Denial Rate: Measured as a percentage of the number of claims denied by payers against the number of claims submitted, the denial rate shows the effectiveness of the revenue cycle in general and medical coding quality in particular. Lower denial rates mean the RCM process is effective and reliable, with a higher likelihood of successful payment for services rendered.
Denial rate by reason code: By categorizing claims based on the specific reason assigned by the payer and represented by the preset code, the revenue cycle team can identify patterns, map out common errors, and implement strategies to reduce denials.

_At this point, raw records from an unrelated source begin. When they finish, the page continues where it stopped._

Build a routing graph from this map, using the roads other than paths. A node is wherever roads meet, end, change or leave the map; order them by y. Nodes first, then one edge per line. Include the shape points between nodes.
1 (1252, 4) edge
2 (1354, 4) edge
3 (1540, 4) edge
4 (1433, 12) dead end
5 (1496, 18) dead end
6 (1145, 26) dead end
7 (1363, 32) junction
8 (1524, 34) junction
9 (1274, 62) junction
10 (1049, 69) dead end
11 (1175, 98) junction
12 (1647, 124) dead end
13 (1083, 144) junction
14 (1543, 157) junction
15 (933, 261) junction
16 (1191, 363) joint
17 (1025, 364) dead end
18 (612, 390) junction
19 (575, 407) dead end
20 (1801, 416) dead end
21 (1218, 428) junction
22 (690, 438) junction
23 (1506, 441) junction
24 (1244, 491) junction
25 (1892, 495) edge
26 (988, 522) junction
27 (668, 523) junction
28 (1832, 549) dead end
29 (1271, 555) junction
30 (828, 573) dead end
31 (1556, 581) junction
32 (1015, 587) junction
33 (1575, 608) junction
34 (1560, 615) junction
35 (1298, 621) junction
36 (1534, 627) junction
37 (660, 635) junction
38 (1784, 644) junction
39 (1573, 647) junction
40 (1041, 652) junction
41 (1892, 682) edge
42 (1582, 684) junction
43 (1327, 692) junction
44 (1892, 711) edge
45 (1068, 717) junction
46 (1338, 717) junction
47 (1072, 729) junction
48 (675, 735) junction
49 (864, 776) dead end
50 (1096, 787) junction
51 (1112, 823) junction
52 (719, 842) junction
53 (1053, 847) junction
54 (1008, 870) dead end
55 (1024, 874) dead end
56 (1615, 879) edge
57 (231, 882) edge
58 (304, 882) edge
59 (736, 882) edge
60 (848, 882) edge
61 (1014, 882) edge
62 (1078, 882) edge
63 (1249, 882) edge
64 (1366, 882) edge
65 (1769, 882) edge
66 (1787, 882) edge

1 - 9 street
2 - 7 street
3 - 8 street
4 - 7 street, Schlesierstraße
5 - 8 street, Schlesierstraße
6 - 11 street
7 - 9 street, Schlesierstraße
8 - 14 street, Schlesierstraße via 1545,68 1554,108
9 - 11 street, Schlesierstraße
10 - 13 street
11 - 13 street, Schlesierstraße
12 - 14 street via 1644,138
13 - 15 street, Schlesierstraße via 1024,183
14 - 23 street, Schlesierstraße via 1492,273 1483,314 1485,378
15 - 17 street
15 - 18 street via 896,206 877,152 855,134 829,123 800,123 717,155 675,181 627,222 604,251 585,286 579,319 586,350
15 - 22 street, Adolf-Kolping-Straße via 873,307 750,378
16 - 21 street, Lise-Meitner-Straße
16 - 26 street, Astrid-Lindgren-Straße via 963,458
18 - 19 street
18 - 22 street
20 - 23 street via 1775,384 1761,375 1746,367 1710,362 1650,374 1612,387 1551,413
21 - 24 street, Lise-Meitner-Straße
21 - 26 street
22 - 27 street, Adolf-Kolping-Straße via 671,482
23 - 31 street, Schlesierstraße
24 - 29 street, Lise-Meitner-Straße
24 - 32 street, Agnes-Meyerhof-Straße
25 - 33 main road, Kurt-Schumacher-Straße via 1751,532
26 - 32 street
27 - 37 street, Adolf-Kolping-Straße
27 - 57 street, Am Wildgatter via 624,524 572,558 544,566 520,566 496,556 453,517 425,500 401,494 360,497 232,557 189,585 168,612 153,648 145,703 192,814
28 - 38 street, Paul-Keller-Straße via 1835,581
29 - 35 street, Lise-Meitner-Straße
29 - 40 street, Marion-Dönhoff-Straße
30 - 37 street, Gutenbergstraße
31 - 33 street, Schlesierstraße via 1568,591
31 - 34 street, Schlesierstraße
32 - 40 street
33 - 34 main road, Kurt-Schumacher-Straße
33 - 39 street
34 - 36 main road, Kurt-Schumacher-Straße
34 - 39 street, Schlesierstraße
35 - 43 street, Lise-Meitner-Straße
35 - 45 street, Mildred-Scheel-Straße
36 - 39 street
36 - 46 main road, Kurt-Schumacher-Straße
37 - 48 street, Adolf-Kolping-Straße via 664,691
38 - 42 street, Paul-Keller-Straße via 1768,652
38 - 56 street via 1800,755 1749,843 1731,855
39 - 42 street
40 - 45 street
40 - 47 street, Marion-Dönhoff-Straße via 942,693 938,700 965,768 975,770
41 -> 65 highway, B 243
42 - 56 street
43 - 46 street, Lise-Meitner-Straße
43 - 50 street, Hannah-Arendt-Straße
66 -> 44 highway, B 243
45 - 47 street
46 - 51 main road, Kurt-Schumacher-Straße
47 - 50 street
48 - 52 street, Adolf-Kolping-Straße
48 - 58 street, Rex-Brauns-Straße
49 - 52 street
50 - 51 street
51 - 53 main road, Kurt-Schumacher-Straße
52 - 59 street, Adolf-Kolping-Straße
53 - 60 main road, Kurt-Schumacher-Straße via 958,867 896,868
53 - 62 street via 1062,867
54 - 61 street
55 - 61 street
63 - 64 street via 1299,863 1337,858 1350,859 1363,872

Patient Balances Outstanding: This metric means the outstanding amounts due from patients for medical services received. Lower patient balances outstanding indicate a more effective collection process and improved financial health for the provider/practice.
Average Reimbursement per Encounter: The Average Reimbursement per Encounter metric evaluates the average reimbursement the practice/provider receives for every patient encounter. A higher average reimbursement per encounter indicates better financial performance and a more efficient billing process for the practice.
Conclusion
By tracking and monitoring key performance indicators (KPIs), medical groups and physician practices can make data-driven decisions to improve revenue and profitability while maintaining high-quality patient care. Medical groups and physician practices can optimize revenue generation and cost management by effectively managing the front, middle, and back-office RCM processes, resulting in increased profitability and more efficient operations.